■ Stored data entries
----

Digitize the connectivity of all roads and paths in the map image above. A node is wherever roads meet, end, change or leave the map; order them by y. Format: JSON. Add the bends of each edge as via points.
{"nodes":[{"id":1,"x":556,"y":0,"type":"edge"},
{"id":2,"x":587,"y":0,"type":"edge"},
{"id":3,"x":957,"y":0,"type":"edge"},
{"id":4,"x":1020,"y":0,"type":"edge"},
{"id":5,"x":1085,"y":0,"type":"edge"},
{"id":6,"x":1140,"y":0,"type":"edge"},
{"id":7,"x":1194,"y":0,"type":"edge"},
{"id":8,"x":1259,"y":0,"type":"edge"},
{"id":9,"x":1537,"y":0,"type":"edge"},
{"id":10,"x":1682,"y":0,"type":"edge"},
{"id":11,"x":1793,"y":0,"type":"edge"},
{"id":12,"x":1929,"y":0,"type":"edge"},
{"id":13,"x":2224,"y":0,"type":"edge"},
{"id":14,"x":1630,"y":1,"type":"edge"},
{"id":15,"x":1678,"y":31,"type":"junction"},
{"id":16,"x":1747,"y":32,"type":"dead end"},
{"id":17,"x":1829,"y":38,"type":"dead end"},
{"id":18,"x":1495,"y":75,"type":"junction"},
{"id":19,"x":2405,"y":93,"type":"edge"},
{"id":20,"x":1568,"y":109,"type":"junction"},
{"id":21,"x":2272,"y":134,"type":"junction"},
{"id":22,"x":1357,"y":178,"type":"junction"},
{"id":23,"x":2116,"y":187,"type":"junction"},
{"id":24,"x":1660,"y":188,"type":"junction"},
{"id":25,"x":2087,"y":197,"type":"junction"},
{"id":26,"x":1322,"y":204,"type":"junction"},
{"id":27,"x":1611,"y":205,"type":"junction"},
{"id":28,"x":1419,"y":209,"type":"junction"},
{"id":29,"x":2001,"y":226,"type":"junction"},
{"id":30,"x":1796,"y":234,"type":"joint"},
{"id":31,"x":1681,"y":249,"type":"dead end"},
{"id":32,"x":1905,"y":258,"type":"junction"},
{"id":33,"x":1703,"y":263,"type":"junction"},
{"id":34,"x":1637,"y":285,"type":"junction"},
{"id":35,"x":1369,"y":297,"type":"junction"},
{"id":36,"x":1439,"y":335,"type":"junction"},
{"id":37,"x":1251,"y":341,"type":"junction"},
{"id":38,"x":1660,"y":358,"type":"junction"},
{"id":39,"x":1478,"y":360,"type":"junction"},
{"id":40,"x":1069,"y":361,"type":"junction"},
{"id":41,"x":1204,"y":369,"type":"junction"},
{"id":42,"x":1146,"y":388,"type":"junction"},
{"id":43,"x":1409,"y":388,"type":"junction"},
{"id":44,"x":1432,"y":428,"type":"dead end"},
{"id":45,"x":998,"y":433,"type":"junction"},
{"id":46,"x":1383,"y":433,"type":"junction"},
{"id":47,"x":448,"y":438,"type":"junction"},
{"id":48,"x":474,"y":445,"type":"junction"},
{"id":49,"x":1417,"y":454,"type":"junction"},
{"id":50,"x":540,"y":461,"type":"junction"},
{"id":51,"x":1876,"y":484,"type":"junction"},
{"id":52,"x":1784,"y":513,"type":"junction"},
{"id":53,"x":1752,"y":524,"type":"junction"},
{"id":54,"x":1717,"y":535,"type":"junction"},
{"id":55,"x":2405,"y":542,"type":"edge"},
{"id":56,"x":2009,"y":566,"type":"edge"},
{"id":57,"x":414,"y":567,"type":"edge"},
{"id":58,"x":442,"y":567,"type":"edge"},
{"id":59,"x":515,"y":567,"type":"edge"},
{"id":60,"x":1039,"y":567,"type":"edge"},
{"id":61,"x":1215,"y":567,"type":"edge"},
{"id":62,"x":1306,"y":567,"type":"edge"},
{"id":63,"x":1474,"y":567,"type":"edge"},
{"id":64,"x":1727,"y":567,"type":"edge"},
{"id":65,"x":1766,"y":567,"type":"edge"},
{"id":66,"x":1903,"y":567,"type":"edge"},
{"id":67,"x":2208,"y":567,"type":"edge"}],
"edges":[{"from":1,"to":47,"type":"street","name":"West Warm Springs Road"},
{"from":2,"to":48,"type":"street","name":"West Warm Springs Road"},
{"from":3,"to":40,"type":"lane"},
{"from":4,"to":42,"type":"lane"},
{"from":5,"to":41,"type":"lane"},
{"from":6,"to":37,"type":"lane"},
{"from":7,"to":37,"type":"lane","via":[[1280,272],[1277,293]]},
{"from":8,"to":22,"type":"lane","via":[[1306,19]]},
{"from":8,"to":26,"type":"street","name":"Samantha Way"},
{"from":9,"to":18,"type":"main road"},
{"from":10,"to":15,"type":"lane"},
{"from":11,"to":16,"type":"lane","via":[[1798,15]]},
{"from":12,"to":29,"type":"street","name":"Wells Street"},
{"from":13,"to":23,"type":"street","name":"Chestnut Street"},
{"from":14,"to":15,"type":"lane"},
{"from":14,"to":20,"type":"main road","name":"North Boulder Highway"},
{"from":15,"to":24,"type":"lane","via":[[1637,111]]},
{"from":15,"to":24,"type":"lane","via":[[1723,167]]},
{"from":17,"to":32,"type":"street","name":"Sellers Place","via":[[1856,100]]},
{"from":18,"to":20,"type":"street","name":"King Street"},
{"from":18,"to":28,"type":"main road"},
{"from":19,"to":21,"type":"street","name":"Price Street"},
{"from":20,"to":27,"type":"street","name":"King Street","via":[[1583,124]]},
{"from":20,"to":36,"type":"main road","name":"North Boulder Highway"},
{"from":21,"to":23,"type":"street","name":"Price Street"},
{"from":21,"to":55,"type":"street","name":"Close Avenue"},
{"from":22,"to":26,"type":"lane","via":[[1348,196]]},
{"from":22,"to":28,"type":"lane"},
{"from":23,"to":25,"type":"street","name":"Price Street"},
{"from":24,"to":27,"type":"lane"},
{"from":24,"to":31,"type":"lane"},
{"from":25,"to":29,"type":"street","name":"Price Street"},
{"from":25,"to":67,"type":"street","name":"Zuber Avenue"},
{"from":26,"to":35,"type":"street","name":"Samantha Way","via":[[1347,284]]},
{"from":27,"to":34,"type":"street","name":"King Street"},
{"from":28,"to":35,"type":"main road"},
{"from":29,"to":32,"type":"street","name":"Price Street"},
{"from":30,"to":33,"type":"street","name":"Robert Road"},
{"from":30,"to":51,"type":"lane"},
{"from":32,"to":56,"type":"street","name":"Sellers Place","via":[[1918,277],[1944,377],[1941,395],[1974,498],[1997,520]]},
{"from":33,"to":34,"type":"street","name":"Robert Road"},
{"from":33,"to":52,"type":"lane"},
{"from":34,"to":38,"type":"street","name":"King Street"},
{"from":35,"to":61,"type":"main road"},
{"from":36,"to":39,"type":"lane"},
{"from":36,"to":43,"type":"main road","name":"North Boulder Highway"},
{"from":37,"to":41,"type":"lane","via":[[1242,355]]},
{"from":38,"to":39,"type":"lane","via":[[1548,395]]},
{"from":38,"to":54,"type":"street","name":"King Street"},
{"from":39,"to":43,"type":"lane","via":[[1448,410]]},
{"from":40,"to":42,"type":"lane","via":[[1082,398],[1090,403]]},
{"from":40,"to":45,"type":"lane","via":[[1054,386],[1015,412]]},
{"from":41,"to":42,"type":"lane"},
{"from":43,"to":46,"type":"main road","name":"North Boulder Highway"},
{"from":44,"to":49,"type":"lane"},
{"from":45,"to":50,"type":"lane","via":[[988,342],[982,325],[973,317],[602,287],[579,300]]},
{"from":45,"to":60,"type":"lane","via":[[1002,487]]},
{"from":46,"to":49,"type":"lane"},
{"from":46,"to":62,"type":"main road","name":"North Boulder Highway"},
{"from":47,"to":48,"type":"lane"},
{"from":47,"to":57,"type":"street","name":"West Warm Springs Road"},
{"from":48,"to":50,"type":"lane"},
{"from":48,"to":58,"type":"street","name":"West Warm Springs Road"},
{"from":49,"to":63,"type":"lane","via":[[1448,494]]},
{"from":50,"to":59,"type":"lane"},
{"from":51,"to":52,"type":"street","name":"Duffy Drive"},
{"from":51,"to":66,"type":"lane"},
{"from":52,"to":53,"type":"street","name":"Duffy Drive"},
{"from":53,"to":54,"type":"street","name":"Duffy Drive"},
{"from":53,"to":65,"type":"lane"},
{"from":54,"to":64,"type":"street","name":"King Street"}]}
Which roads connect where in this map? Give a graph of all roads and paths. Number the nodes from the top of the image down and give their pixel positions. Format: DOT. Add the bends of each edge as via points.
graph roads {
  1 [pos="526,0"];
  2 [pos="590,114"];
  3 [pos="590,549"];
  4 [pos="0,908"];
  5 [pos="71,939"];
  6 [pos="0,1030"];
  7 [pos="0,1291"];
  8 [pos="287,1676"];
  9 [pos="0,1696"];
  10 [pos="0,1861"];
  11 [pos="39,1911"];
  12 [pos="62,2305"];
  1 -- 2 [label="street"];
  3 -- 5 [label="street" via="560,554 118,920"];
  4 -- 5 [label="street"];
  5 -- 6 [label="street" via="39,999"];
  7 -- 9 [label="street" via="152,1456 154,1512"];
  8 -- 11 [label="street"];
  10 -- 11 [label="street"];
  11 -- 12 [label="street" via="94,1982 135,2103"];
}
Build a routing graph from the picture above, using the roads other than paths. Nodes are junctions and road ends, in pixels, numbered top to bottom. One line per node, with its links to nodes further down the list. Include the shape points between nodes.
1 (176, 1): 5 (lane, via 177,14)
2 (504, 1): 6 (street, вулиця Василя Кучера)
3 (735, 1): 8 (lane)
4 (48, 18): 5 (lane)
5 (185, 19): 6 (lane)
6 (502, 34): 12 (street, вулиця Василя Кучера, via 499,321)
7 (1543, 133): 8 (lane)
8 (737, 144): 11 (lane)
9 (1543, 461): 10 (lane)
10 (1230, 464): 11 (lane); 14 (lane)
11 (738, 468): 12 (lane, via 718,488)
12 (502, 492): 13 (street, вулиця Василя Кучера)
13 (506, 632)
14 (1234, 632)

----

■ What this task involves
Take every line above that includes the string "paths" and return it.

■ Exercise solution
Digitize the connectivity of all roads and paths in the map image above. A node is wherever roads meet, end, change or leave the map; order them by y. Format: JSON. Add the bends of each edge as via points.
Which roads connect where in this map? Give a graph of all roads and paths. Number the nodes from the top of the image down and give their pixel positions. Format: DOT. Add the bends of each edge as via points.
Build a routing graph from the picture above, using the roads other than paths. Nodes are junctions and road ends, in pixels, numbered top to bottom. One line per node, with its links to nodes further down the list. Include the shape points between nodes.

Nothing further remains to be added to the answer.